GIVEN RECORDS: Begin
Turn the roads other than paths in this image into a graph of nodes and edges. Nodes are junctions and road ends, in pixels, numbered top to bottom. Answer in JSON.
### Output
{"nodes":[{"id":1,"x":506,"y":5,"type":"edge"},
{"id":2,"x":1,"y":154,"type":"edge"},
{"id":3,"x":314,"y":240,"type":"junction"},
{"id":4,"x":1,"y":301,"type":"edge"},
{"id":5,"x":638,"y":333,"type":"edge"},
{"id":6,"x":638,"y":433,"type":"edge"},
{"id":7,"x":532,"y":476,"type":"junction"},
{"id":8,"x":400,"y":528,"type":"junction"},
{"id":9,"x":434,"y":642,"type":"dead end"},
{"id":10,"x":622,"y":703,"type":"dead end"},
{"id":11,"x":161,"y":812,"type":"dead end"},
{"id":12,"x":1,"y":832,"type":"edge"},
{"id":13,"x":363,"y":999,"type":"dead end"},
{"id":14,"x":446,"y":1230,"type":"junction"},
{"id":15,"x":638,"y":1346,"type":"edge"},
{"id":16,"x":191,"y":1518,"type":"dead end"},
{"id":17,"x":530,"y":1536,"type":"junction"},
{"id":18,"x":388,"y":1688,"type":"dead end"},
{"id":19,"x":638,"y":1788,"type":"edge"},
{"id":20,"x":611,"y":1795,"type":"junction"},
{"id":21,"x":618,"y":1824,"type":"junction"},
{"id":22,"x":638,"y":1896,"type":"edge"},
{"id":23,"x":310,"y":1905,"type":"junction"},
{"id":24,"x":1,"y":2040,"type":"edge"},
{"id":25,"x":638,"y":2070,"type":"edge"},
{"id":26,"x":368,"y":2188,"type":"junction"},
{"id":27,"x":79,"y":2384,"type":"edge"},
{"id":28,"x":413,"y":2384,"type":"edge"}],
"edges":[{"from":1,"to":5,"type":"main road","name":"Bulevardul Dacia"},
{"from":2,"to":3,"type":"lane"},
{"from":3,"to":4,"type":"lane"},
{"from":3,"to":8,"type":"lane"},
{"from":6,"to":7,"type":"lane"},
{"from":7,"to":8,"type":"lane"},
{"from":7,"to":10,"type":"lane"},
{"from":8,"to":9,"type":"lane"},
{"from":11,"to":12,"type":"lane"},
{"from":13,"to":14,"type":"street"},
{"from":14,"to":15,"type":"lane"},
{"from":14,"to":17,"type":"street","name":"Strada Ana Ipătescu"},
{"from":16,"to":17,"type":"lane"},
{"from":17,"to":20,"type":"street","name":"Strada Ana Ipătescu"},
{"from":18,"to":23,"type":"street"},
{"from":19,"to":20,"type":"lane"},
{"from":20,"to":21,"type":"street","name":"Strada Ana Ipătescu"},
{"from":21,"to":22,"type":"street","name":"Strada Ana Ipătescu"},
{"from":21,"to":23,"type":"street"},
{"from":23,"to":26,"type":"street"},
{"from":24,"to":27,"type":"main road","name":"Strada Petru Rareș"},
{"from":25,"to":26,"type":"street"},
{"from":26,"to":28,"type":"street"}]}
GIVEN RECORDS: End
* INSTRUCTIONS TO FOLLOW *
All the records above need to be set down again exactly as they were given.

* FINISHED EXERCISE *
Turn the roads other than paths in this image into a graph of nodes and edges. Nodes are junctions and road ends, in pixels, numbered top to bottom. Answer in JSON.
### Output
{"nodes":[{"id":1,"x":506,"y":5,"type":"edge"},
{"id":2,"x":1,"y":154,"type":"edge"},
{"id":3,"x":314,"y":240,"type":"junction"},
{"id":4,"x":1,"y":301,"type":"edge"},
{"id":5,"x":638,"y":333,"type":"edge"},
{"id":6,"x":638,"y":433,"type":"edge"},
{"id":7,"x":532,"y":476,"type":"junction"},
{"id":8,"x":400,"y":528,"type":"junction"},
{"id":9,"x":434,"y":642,"type":"dead end"},
{"id":10,"x":622,"y":703,"type":"dead end"},
{"id":11,"x":161,"y":812,"type":"dead end"},
{"id":12,"x":1,"y":832,"type":"edge"},
{"id":13,"x":363,"y":999,"type":"dead end"},
{"id":14,"x":446,"y":1230,"type":"junction"},
{"id":15,"x":638,"y":1346,"type":"edge"},
{"id":16,"x":191,"y":1518,"type":"dead end"},
{"id":17,"x":530,"y":1536,"type":"junction"},
{"id":18,"x":388,"y":1688,"type":"dead end"},
{"id":19,"x":638,"y":1788,"type":"edge"},
{"id":20,"x":611,"y":1795,"type":"junction"},
{"id":21,"x":618,"y":1824,"type":"junction"},
{"id":22,"x":638,"y":1896,"type":"edge"},
{"id":23,"x":310,"y":1905,"type":"junction"},
{"id":24,"x":1,"y":2040,"type":"edge"},
{"id":25,"x":638,"y":2070,"type":"edge"},
{"id":26,"x":368,"y":2188,"type":"junction"},
{"id":27,"x":79,"y":2384,"type":"edge"},
{"id":28,"x":413,"y":2384,"type":"edge"}],
"edges":[{"from":1,"to":5,"type":"main road","name":"Bulevardul Dacia"},
{"from":2,"to":3,"type":"lane"},
{"from":3,"to":4,"type":"lane"},
{"from":3,"to":8,"type":"lane"},
{"from":6,"to":7,"type":"lane"},
{"from":7,"to":8,"type":"lane"},
{"from":7,"to":10,"type":"lane"},
{"from":8,"to":9,"type":"lane"},
{"from":11,"to":12,"type":"lane"},
{"from":13,"to":14,"type":"street"},
{"from":14,"to":15,"type":"lane"},
{"from":14,"to":17,"type":"street","name":"Strada Ana Ipătescu"},
{"from":16,"to":17,"type":"lane"},
{"from":17,"to":20,"type":"street","name":"Strada Ana Ipătescu"},
{"from":18,"to":23,"type":"street"},
{"from":19,"to":20,"type":"lane"},
{"from":20,"to":21,"type":"street","name":"Strada Ana Ipătescu"},
{"from":21,"to":22,"type":"street","name":"Strada Ana Ipătescu"},
{"from":21,"to":23,"type":"street"},
{"from":23,"to":26,"type":"street"},
{"from":24,"to":27,"type":"main road","name":"Strada Petru Rareș"},
{"from":25,"to":26,"type":"street"},
{"from":26,"to":28,"type":"street"}]}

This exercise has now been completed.